We see them, however, struggling heroically with the burden. From 1774, when Dwight completed his "Conquest of Canaan," "the first piece of this kind ever attempted in this country," as he observed in his preface, until 1808, which ends the period with Barlow's "Columbiad"—the "Polyolbion" of American poetry—the years are strewn thick with the wrecks of epics. Every poet of the era felt his soul burn with the epic fire. Charles Brockden Brown, when only sixteen, had started no less than three of these Homeric efforts: one on the discovery of America, and one each on the conquests of Mexico and Peru. It was our heroic era, but it yielded almost nothing of value. Mere exaltation availeth little unless it be grounded either upon genius or long-continued culture.
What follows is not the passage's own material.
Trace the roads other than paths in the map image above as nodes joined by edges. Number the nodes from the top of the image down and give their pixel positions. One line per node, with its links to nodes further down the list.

America, however, was not without her genius. Before Dwight and Barlow and Trumbull had written a line, Freneau at Princeton was planning epics American in scene and spirit. He had dreamed, over his Virgil, of a greater Aeneas who had sailed into the pathless West to discover a new world, and to plant there the seeds of a greater than Rome; he had translated with beating heart the words of Seneca:
"The time shall come, when numerous years are past,
When ocean shall unloose the bands of things,
And an extended region rise at last;
"And Typhis shall disclose the mighty land
Far, far away, where none have rov'd before;
Nor shall the world's remotest region be
Gibraltar's rock, or Thule's savage shore."
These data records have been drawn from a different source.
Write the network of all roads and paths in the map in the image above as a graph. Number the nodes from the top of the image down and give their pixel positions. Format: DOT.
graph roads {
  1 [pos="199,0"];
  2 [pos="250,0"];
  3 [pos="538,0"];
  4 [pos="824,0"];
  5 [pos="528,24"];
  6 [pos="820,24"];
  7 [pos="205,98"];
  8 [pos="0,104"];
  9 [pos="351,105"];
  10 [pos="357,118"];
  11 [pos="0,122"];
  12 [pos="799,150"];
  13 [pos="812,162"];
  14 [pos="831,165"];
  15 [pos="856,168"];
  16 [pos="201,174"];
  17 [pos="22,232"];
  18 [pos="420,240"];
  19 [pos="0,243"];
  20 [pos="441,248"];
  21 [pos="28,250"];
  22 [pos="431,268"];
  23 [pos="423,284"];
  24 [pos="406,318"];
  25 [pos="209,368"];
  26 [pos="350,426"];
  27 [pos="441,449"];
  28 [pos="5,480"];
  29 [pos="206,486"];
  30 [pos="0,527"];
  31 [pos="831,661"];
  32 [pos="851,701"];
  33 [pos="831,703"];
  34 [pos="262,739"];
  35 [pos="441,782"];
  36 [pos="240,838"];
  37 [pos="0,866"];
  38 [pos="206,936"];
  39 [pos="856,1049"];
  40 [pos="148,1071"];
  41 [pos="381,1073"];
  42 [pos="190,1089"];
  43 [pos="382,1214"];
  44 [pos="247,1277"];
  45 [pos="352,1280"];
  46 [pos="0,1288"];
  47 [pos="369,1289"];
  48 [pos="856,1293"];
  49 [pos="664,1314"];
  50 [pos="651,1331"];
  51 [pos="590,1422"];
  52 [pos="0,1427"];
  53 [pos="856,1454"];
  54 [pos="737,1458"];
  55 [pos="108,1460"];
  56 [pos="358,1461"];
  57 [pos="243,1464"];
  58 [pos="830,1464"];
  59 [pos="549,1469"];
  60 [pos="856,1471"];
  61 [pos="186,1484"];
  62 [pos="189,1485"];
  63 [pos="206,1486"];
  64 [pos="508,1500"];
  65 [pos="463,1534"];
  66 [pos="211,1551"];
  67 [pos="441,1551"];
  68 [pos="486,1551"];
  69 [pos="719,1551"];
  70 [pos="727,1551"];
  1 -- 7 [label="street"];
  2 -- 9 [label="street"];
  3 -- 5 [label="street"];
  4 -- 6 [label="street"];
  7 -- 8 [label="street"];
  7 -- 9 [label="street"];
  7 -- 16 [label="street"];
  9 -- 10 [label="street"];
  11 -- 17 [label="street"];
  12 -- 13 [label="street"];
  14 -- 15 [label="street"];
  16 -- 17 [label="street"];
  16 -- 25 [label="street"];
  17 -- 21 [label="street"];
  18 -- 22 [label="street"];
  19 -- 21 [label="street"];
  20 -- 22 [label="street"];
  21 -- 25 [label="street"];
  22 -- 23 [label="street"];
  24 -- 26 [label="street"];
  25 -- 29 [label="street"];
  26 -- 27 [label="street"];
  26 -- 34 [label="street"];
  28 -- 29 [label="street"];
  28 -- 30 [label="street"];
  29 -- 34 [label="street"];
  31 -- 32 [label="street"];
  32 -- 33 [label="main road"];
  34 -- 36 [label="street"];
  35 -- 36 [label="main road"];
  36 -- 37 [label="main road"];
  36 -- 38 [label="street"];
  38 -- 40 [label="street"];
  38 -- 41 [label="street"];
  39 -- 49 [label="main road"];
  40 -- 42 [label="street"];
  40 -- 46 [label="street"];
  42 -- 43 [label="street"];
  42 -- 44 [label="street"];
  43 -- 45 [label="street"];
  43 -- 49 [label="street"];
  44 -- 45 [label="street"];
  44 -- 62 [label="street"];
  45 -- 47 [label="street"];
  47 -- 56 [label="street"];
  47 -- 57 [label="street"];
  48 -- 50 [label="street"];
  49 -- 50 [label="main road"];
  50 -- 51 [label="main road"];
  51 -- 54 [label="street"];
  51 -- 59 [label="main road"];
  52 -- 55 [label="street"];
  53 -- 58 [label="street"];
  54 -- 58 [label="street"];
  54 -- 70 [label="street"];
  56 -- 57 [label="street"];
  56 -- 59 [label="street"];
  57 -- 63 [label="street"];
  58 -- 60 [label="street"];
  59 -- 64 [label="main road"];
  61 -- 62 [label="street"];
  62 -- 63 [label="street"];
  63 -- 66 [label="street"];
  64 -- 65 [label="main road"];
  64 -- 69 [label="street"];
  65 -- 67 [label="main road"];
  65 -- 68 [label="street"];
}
"Fired at the theme," he had mapped out the epic of a new world; but his work of this era, like all schoolboy epics, had resulted only in fragments which were to strew his earlier volumes. How strong and original was this youthful dream one can judge from the ringing lines of "Columbus to Ferdinand," "Discovery," and the "Pictures of Columbus," which are mere epic fragments. There is an originality and a fire in them utterly new in American poetry. There is poetry of a high order in such a climax as that recording the soliloquy of the dying Columbus, beginning:
"The winds blow high; one other world remains,
Once more without a guide I find the way."